Die Förderung von Schülerinnen/Schülern mit Unterstützungsbedarf


Förderunterricht durch Fachlehrer/innen

  •  Abhängig von der Unterrichtsversorgung können Fördergruppen in den Kernfächern Deutsch, Englisch, Mathematik, Französisch und Latein eingerichtet werden (vornehmlich in den Jahrgängen 7-9).
  • Damit die Fördergruppe nicht zu groß wird und ausgehend von vierzügigen Jahrgängen, nehmen pro Klasse höchstens 3 Schüler/innen, die von den einzelnen Fachlehrerinnen und Fachlehrern nach Rücksprache mit den Eltern benannt werden, an diesem Unterricht teil.
  • Die Lehrkräfte füllen dann ein Formular aus, das den Förderlehrerinnen und Förderlehrern Informationen über Förderthemen und notwendige Fördermaßnahmen gibt.
  • Dieses Formular wird nach dem Förderunterricht dem Bogen zur individuellen Lernentwicklung beigefügt.

 

Das Förderprojekt „Schüler helfen Schülern“

  •  Das Förderprojekt „Schüler helfen Schülern“ wird unter der Anleitung von Fachlehrerinnen und Fachlehrern von sozial kompetenten und fachlich geeigneten Schülerinnen und Schülern (Tutorinnen und Tutoren) der Jahrgänge 10 und 11  durchgeführt.
  • Es richtet sich an Schüler/innen der Jahrgänge 5 bis 7 und wird in den Fächern Deutsch, Mathematik, Englisch, Französisch, Latein und Spanisch angeboten.
  • Die Fachlehrer empfehlen betroffenen Schülern und Eltern die Teilnahme.

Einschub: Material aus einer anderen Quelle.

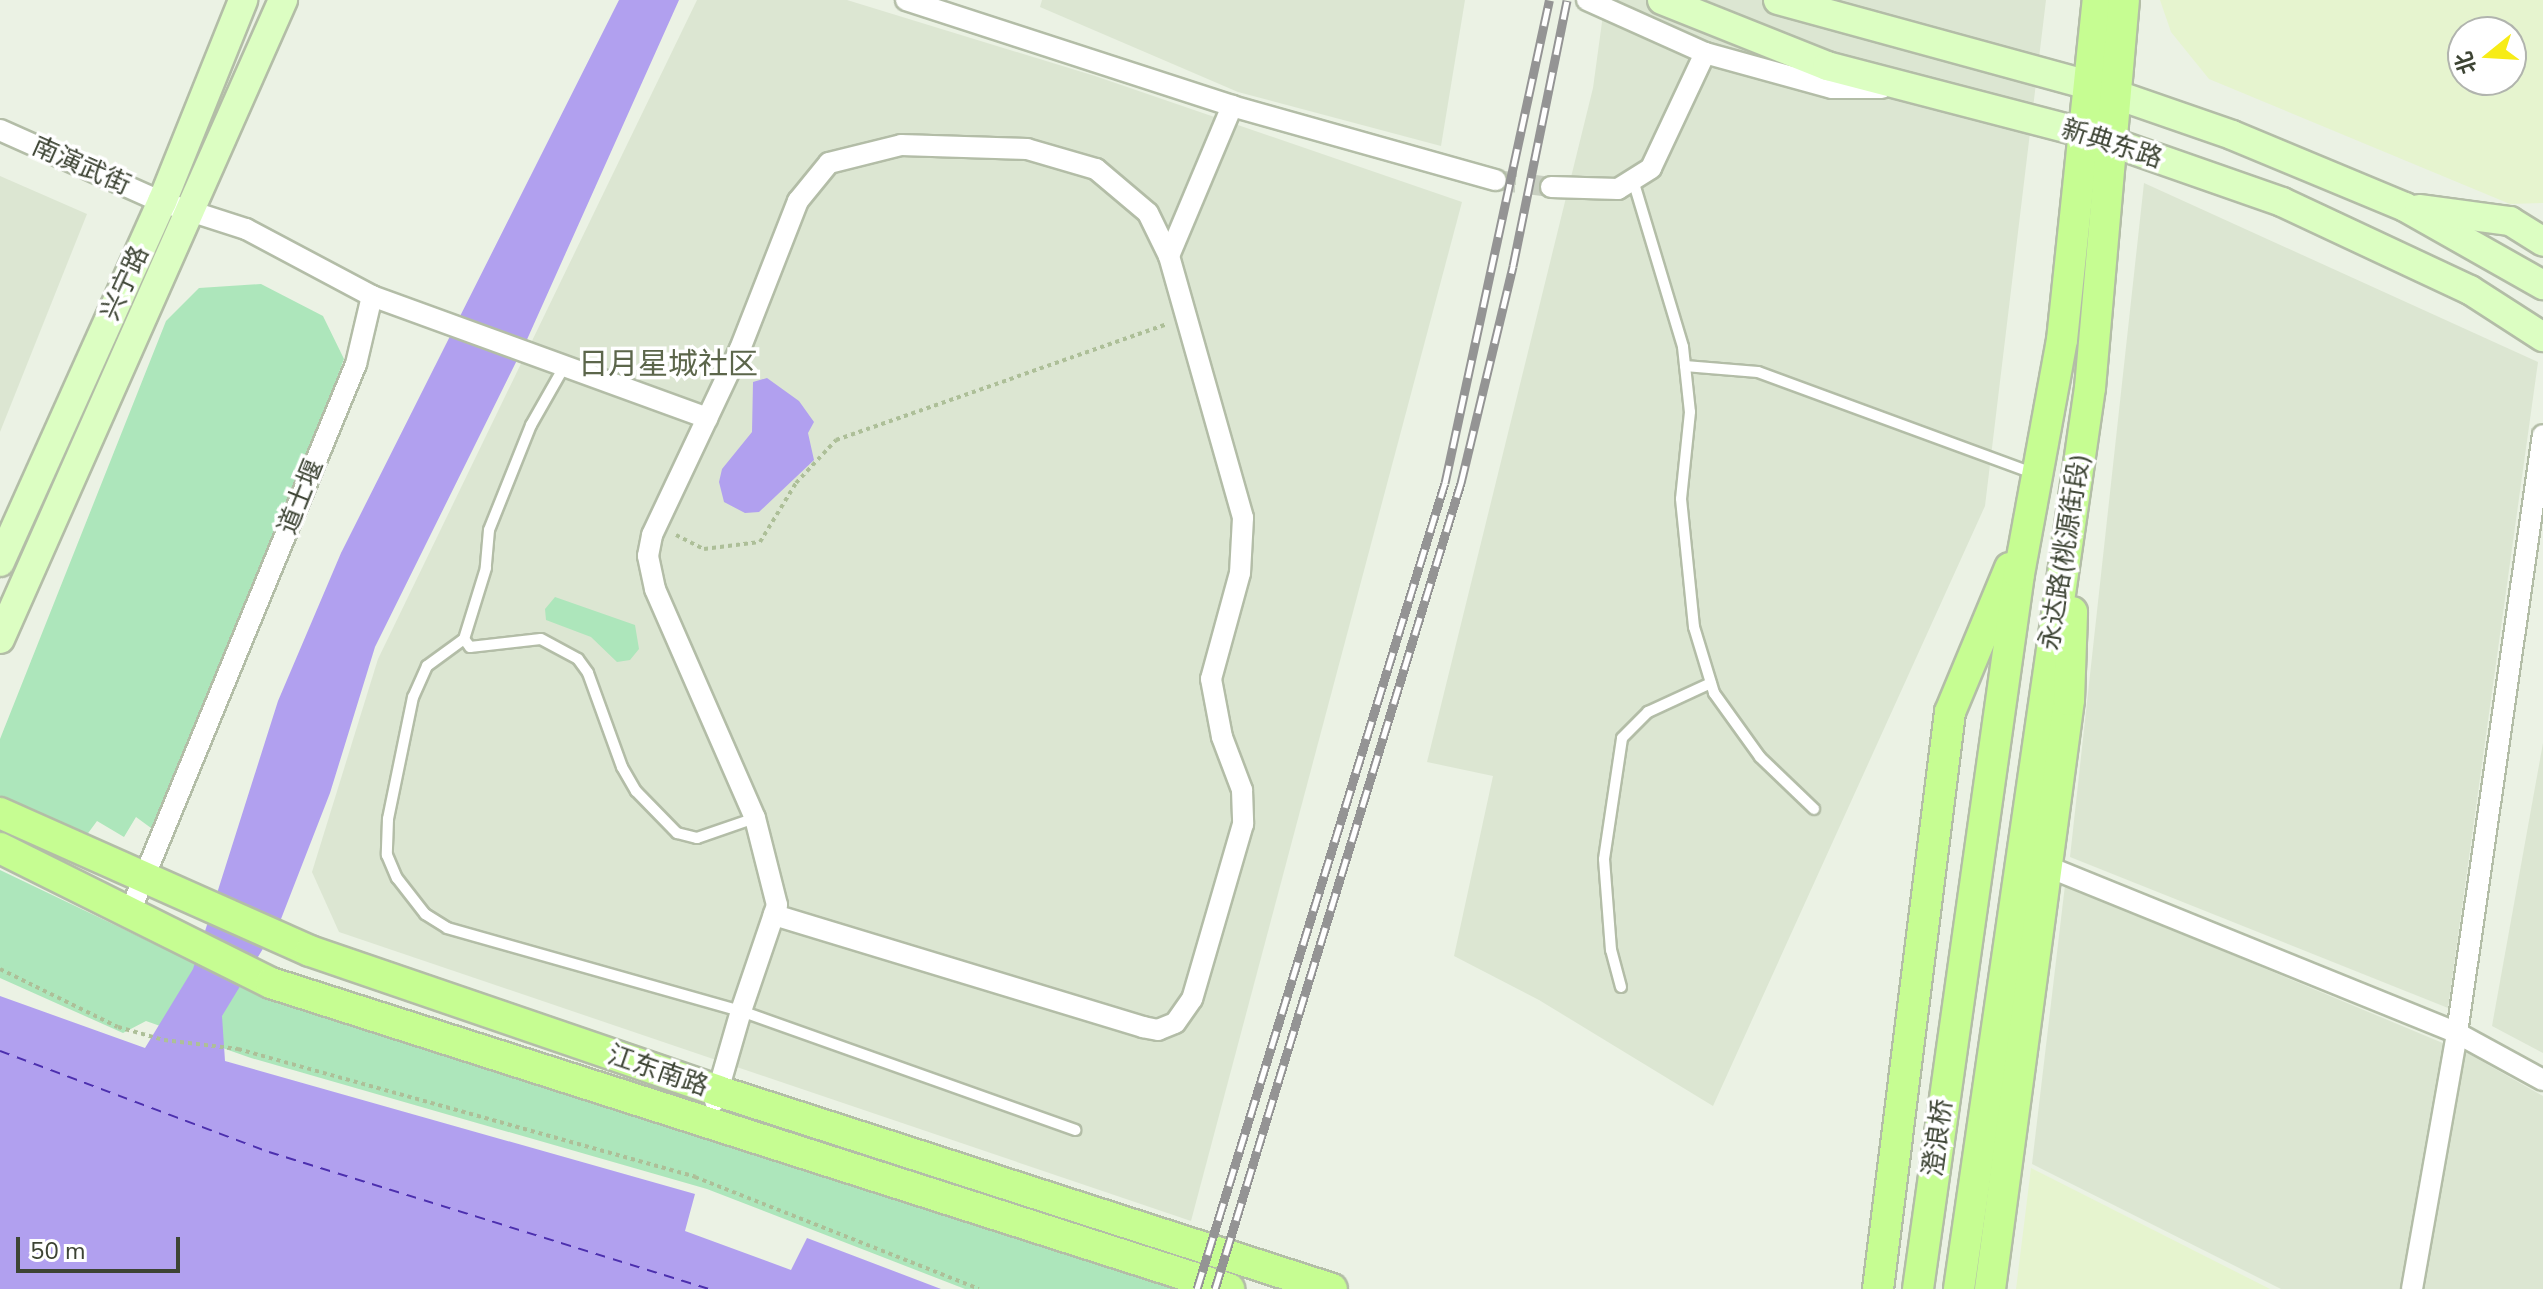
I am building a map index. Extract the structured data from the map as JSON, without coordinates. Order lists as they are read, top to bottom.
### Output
{
  "streets": {
    "main road": [
      "新典东路",
      "兴宁路",
      "永达路(桃源街段)",
      "江东南路",
      "澄浪桥"
    ],
    "street": ["南演武街", "道士堰"]
  },
  "crossings": [
    ["新典东路", "永达路(桃源街段)"],
    ["南演武街", "兴宁路"],
    ["道士堰", "江东南路"],
    ["永达路(桃源街段)", "澄浪桥"]
  ],
  "districts": ["日月星城社区"],
  "scale_bar": "50 m",
  "north": "left"
}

Natürlich ist auch eine freiwillige Teilnahme möglich.
  • Die Tutorinnen und Tutoren arbeiten in Kleingruppen mit max. 4 Schülern / Schülerinnen, möglichst aus derselben Klasse, Lernstoffe auf, wiederholen, üben und festigen sie.
  • Ziel des Unterrichts ist es, entstandene Wissenslücken zu schließen und Strategien zum selbstständigen Lernen zu vermitteln.
  • Der Unterricht findet einmal wöchentlich im Anschluss an den Vormittagsunterricht statt.
  • Der Umfang der Förderung beträgt zunächst 10 Unterrichtsstunden, bei Bedarf können weitere Stunden erteilt werden.
  • Die Mitarbeit bei „Schüler helfen Schülern“ wird den Tutorinnen und Tutoren am Ende des Schuljahres durch ein Zertifikat und einer Bemerkung auf dem Zeugnis bestätigt.